Wednesday, May 11, 2011

"Will we Tarry?" A call to community prayer

'Tarry.' Strange word. Forgotten word. The word Jesus used to describe what his disciples should have done with him in the Garden of Gethsemane and didn't.
Essentially, it means to pray watchfully. "Could you not tarry with me for one hour?" was Jesus' rhetorical question to them.

Like most of us, the disciples' spirits were willing but their flesh was weak. In their case it was because they were sleepy. More accurately, they were 'exhausted from sorrow.'Ironic, but so true, that when we are exhausted, discouraged or depressed, the very thing that cures our condition seems so hard to do.

Prayerlessness seems to me to be one of the epidemics of our culture and time. 'I'm too busy to pray!' is the excuse so many give. John Wesley's response to that excuse was, "I'm too busy not to pray."I have found that prayer brings space to my day, and when I neglect it, things seem more frenetic.

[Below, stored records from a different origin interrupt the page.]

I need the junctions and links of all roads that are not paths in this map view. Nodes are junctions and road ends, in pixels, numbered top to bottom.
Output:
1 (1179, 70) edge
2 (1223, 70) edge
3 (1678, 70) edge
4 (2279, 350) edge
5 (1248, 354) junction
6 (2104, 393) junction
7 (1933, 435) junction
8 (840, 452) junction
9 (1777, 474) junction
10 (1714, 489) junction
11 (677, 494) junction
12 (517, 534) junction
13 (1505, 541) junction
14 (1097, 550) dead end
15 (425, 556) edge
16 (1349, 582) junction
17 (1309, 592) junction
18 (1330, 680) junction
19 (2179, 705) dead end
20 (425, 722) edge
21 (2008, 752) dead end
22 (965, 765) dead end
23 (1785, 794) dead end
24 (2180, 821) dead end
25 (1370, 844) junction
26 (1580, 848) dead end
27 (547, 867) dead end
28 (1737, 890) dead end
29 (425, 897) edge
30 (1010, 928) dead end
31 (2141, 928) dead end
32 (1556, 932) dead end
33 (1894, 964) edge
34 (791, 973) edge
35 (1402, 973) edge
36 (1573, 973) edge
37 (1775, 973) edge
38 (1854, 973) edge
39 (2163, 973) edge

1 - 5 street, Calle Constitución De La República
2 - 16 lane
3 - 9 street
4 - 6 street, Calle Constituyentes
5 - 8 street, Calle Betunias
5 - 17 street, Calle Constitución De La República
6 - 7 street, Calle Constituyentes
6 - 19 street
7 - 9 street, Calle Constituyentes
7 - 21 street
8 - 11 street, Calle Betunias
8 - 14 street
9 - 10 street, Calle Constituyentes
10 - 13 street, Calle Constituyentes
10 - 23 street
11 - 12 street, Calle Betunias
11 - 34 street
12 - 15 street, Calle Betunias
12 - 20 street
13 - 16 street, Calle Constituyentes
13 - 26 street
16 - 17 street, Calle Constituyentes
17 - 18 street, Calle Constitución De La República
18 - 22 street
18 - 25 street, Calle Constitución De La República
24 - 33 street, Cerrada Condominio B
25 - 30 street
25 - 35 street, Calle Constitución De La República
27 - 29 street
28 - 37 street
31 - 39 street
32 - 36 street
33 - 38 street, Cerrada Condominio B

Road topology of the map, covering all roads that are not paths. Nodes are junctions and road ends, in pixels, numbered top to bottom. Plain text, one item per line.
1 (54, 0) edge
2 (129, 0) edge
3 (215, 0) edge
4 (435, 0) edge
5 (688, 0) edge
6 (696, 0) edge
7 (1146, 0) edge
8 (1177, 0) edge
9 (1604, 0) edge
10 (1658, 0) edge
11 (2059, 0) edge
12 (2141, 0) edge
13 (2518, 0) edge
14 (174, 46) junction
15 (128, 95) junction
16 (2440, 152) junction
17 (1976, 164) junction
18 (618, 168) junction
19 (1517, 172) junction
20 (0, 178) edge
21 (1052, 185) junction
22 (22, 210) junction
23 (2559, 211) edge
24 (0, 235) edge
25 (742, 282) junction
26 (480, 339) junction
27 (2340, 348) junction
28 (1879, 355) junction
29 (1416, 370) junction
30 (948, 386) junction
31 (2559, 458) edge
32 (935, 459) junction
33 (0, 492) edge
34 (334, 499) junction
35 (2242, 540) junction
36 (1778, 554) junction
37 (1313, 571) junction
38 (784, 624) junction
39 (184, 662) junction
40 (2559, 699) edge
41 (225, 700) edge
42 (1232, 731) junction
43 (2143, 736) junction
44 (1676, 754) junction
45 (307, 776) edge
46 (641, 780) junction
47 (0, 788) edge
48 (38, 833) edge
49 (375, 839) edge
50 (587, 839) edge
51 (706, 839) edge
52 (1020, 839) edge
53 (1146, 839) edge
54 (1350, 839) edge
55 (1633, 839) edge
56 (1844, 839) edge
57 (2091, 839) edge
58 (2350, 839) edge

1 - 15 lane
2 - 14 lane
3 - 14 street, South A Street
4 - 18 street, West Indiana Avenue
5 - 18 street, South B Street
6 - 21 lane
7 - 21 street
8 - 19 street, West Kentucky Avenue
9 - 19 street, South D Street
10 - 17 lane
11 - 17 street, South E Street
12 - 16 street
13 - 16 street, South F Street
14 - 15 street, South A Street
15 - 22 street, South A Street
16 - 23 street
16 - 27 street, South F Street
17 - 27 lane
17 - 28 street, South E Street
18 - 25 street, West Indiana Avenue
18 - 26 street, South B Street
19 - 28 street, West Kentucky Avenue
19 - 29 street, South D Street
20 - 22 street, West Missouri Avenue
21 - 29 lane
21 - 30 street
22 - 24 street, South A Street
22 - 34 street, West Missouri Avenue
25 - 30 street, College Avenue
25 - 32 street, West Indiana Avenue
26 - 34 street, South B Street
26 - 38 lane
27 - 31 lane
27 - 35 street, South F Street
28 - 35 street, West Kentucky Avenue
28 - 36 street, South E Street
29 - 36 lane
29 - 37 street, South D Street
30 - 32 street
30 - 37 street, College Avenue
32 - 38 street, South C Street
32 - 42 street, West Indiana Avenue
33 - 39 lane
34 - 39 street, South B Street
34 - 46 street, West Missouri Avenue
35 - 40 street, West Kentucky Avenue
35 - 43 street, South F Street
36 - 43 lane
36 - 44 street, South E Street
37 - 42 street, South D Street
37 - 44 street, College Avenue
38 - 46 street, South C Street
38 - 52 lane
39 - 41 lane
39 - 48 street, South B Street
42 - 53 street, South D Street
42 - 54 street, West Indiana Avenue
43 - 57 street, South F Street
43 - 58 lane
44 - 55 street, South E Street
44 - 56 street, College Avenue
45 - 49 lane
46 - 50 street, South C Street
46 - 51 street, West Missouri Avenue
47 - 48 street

I remember another John; John Wimber, speaking about prayerlessness to his congregation not long before he died. They had become a large, high profile church and he felt they had become passive in prayer. "We are charging on someone else's credit card!" he warned. "We are living in the fruit of the prayers of those that have gone before us instead of investing in prayer for the next generation." An extremely sobering statement.

Of course prayer is inconvenient. But being a Christ -follower, means that the full and inconvenient gift of the Cross, calls for a full response from us. And in the inconvenience of it all, we discover the rare privilege of partnering with the Lord of All, fueling the shaping of history one prayer at a time.

My prayer for the community I lead, is that we would rediscover the power of 'Tarrying Together.' 2nd Friday prayer is the one hour every month that we express that most powerfully."No eye has seen, no ear has heard, no mind conceived what God has prepared for those who wait for Him" Is 64. Let's see you there Southlands.